Das zusammenfassend zu dem Änderungsantrag, den wir heute eingebracht haben. Es ist eine wichtige Diskussion, die heute nicht abgeschlossen werden sollte, im Gastgewerbe für die Bedingungen zu sorgen, weil sich das Problem wirklich nicht so
leicht entschärfen lässt. Von daher bitte ich darum, heute unseren Änderungen, unserem Antrag zuzustimmen, um in dem Bereich weiter voranzukommen und vor allen Dingen gemeinsam voranzukommen, denn die Probleme kann man nicht ideologisch verengt betrachten. Das sind Probleme, die für das Land strukturell wirklich große Herausforderungen bieten werden.

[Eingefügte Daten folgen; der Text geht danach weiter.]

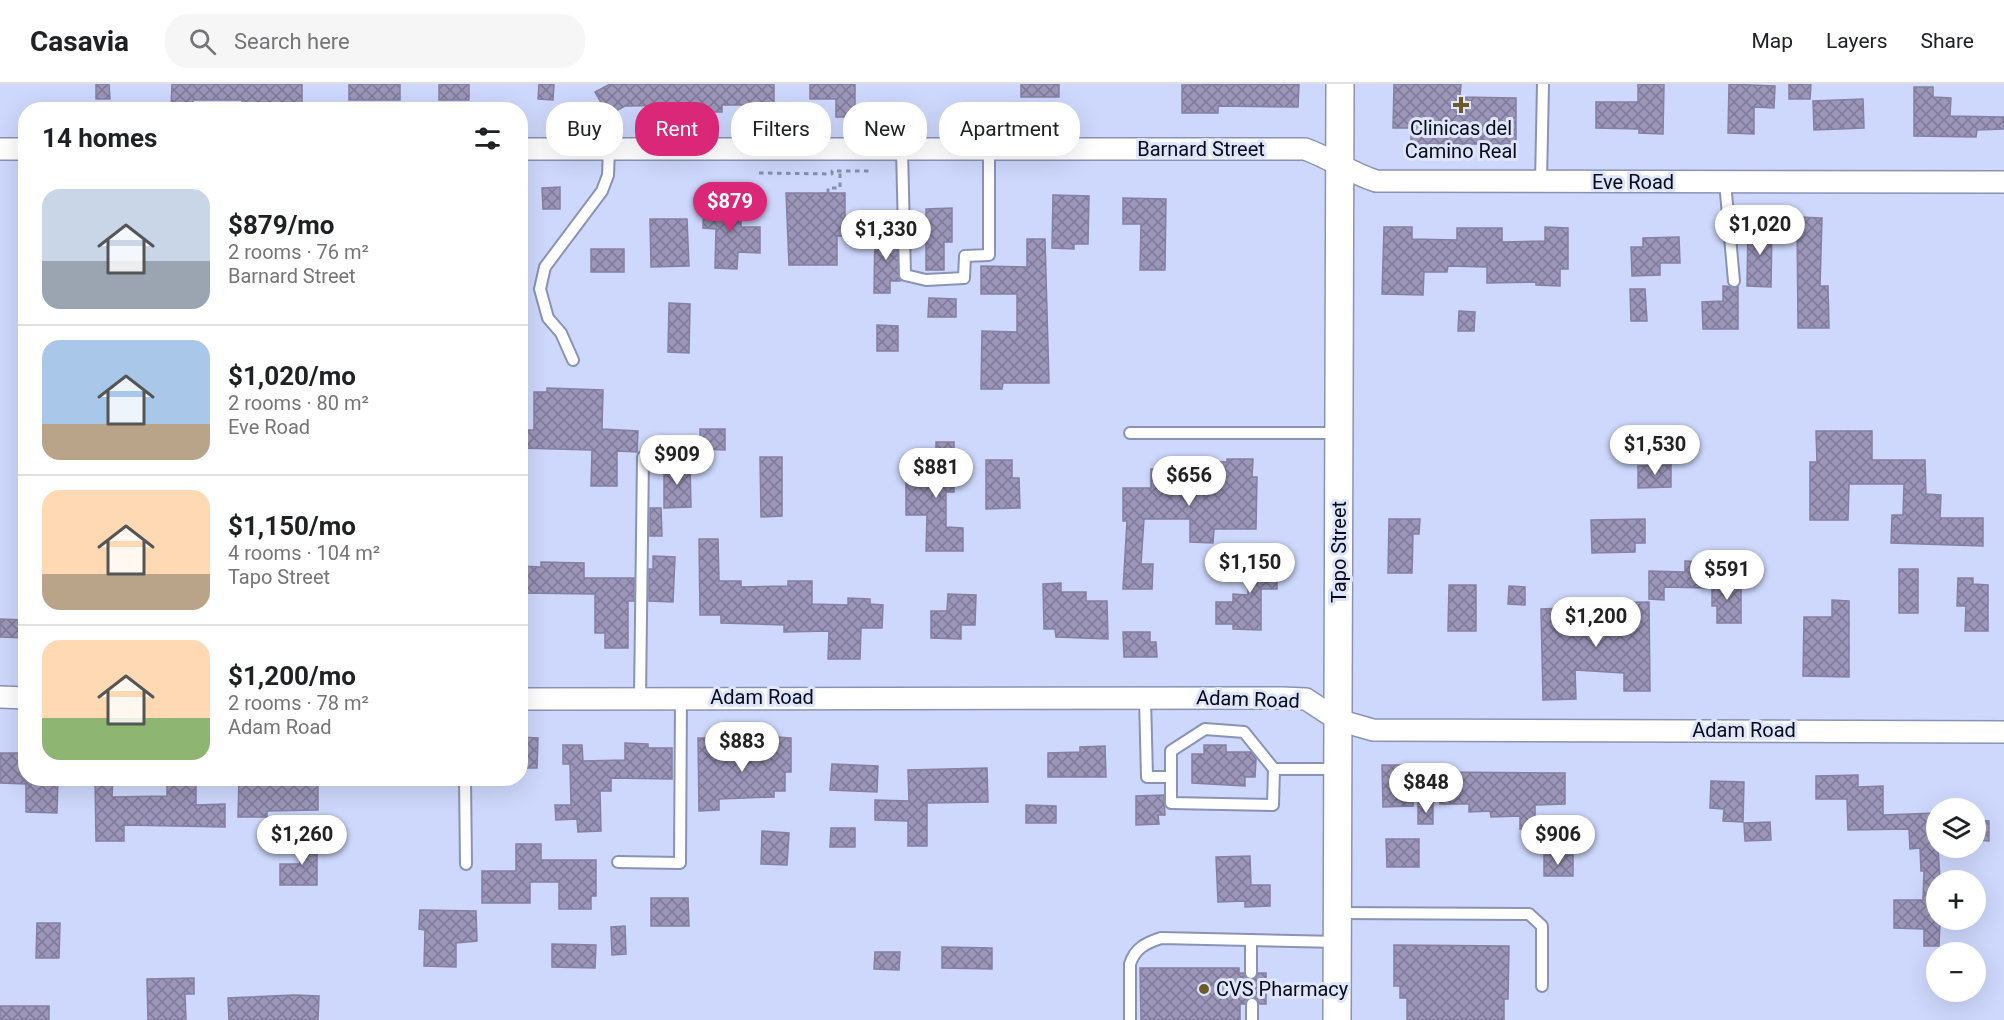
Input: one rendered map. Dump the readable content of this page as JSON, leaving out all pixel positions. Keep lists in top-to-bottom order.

Sehr geehrter Herr Präsident, liebe Kolleginnen und Kollegen Abgeordnete, sehr verehrte Zuschauer am Livestream! „So viel wie nötig, aber so wenig wie möglich“ – wenn es um das Thema „Bürokratie“ geht, kann diesen Leitsatz hier im Hohen Hause wohl jeder unterschreiben. Kollege Wucherpfennig hat berichtet, dass wir zu beiden Anträgen im Wirtschaftsausschuss eine umfangreiche Anhörung durchgeführt haben. Bevor ich auf einzelne Ergebnisse eingehe, gestatten Sie mir zunächst eine grundsätzliche Bemerkung zum Thema „Bürokratie“. Die meisten Menschen denken beim Thema „Bürokratie“ an die unangenehme Pflicht zum Ausfüllen von Formularen oder das Warten in einer Warteschlange im Landratsamt oder in der Gemeinde. Es mag sein, dass sich der Sinn solcher Pflichten für den Einzelnen unmittelbar nicht erschließt. Ich möchte jedoch davor warnen, diese Haltung zur Maxime politischen Handelns zu erheben. Denn Dokumentationspflichten, Prüfungen und Nachweise sind kein Selbstzweck, sondern wurden vom Gesetzgeber vorgesehen, um Arbeits-, Gesundheits- und Verbraucherschutz durchzusetzen. Es zeigt sich aber, dass der Thüringer Landtag in der Vergangenheit offenbar recht sparsam mit bürokratiefördernden Gesetzen umgegangen ist. Die Arbeitsgemeinschaft der Industrie- und Handelskammern hat in ihrer Stellungnahme eine Auflistung bürokratischer Belastungen im Gastgewerbe vorgelegt, in der sie insgesamt 88 Aufgaben bzw. Prüfungen aufzählt. Von diesen 88 resultieren aber nur neun aus Landesgesetzen. Wir sollten daher nicht den Eindruck erwecken, der Thüringer Landesgesetzgeber sei der Verursacher überbordender Bürokratie.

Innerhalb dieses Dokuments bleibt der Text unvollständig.